Nothing but the records beneath, reproduced exactly, should appear in the answer.
**********
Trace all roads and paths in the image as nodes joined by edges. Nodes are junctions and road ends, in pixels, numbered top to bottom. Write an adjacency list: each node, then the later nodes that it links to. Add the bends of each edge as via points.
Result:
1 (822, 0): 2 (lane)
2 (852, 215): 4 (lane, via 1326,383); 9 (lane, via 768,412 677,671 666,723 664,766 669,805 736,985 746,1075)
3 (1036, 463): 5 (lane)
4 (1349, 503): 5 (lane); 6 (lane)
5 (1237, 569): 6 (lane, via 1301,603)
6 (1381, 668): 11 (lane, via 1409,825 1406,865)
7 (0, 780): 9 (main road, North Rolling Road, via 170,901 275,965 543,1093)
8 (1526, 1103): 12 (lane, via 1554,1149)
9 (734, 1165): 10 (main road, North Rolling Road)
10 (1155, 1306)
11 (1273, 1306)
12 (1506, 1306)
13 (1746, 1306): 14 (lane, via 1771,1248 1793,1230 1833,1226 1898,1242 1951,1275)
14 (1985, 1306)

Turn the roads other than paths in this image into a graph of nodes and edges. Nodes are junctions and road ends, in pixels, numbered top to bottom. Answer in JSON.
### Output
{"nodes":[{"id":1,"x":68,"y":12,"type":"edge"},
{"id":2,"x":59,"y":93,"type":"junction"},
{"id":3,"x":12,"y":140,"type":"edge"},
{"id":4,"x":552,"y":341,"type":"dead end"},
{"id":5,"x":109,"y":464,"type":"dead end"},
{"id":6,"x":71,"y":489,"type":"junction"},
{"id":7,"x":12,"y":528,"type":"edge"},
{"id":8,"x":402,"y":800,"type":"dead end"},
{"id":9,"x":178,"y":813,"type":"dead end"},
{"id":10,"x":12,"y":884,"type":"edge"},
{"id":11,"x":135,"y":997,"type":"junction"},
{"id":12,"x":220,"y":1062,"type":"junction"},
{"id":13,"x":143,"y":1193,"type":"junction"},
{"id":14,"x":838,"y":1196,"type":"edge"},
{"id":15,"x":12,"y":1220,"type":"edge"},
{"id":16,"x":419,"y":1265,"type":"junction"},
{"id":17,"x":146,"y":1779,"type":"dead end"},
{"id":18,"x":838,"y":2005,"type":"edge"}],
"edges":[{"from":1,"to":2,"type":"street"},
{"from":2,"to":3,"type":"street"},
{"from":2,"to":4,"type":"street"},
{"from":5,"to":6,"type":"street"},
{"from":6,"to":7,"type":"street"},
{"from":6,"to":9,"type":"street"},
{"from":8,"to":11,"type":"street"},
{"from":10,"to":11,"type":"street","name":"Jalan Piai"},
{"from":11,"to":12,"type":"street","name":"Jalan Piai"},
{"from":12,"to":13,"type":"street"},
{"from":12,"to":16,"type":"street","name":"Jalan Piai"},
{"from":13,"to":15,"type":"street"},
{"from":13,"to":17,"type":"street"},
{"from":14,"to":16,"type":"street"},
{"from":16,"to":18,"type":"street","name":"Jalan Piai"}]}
**********
§ EXPECTED ANSWER:
Trace all roads and paths in the image as nodes joined by edges. Nodes are junctions and road ends, in pixels, numbered top to bottom. Write an adjacency list: each node, then the later nodes that it links to. Add the bends of each edge as via points.
Result:
1 (822, 0): 2 (lane)
2 (852, 215): 4 (lane, via 1326,383); 9 (lane, via 768,412 677,671 666,723 664,766 669,805 736,985 746,1075)
3 (1036, 463): 5 (lane)
4 (1349, 503): 5 (lane); 6 (lane)
5 (1237, 569): 6 (lane, via 1301,603)
6 (1381, 668): 11 (lane, via 1409,825 1406,865)
7 (0, 780): 9 (main road, North Rolling Road, via 170,901 275,965 543,1093)
8 (1526, 1103): 12 (lane, via 1554,1149)
9 (734, 1165): 10 (main road, North Rolling Road)
10 (1155, 1306)
11 (1273, 1306)
12 (1506, 1306)
13 (1746, 1306): 14 (lane, via 1771,1248 1793,1230 1833,1226 1898,1242 1951,1275)
14 (1985, 1306)

Turn the roads other than paths in this image into a graph of nodes and edges. Nodes are junctions and road ends, in pixels, numbered top to bottom. Answer in JSON.
### Output
{"nodes":[{"id":1,"x":68,"y":12,"type":"edge"},
{"id":2,"x":59,"y":93,"type":"junction"},
{"id":3,"x":12,"y":140,"type":"edge"},
{"id":4,"x":552,"y":341,"type":"dead end"},
{"id":5,"x":109,"y":464,"type":"dead end"},
{"id":6,"x":71,"y":489,"type":"junction"},
{"id":7,"x":12,"y":528,"type":"edge"},
{"id":8,"x":402,"y":800,"type":"dead end"},
{"id":9,"x":178,"y":813,"type":"dead end"},
{"id":10,"x":12,"y":884,"type":"edge"},
{"id":11,"x":135,"y":997,"type":"junction"},
{"id":12,"x":220,"y":1062,"type":"junction"},
{"id":13,"x":143,"y":1193,"type":"junction"},
{"id":14,"x":838,"y":1196,"type":"edge"},
{"id":15,"x":12,"y":1220,"type":"edge"},
{"id":16,"x":419,"y":1265,"type":"junction"},
{"id":17,"x":146,"y":1779,"type":"dead end"},
{"id":18,"x":838,"y":2005,"type":"edge"}],
"edges":[{"from":1,"to":2,"type":"street"},
{"from":2,"to":3,"type":"street"},
{"from":2,"to":4,"type":"street"},
{"from":5,"to":6,"type":"street"},
{"from":6,"to":7,"type":"street"},
{"from":6,"to":9,"type":"street"},
{"from":8,"to":11,"type":"street"},
{"from":10,"to":11,"type":"street","name":"Jalan Piai"},
{"from":11,"to":12,"type":"street","name":"Jalan Piai"},
{"from":12,"to":13,"type":"street"},
{"from":12,"to":16,"type":"street","name":"Jalan Piai"},
{"from":13,"to":15,"type":"street"},
{"from":13,"to":17,"type":"street"},
{"from":14,"to":16,"type":"street"},
{"from":16,"to":18,"type":"street","name":"Jalan Piai"}]}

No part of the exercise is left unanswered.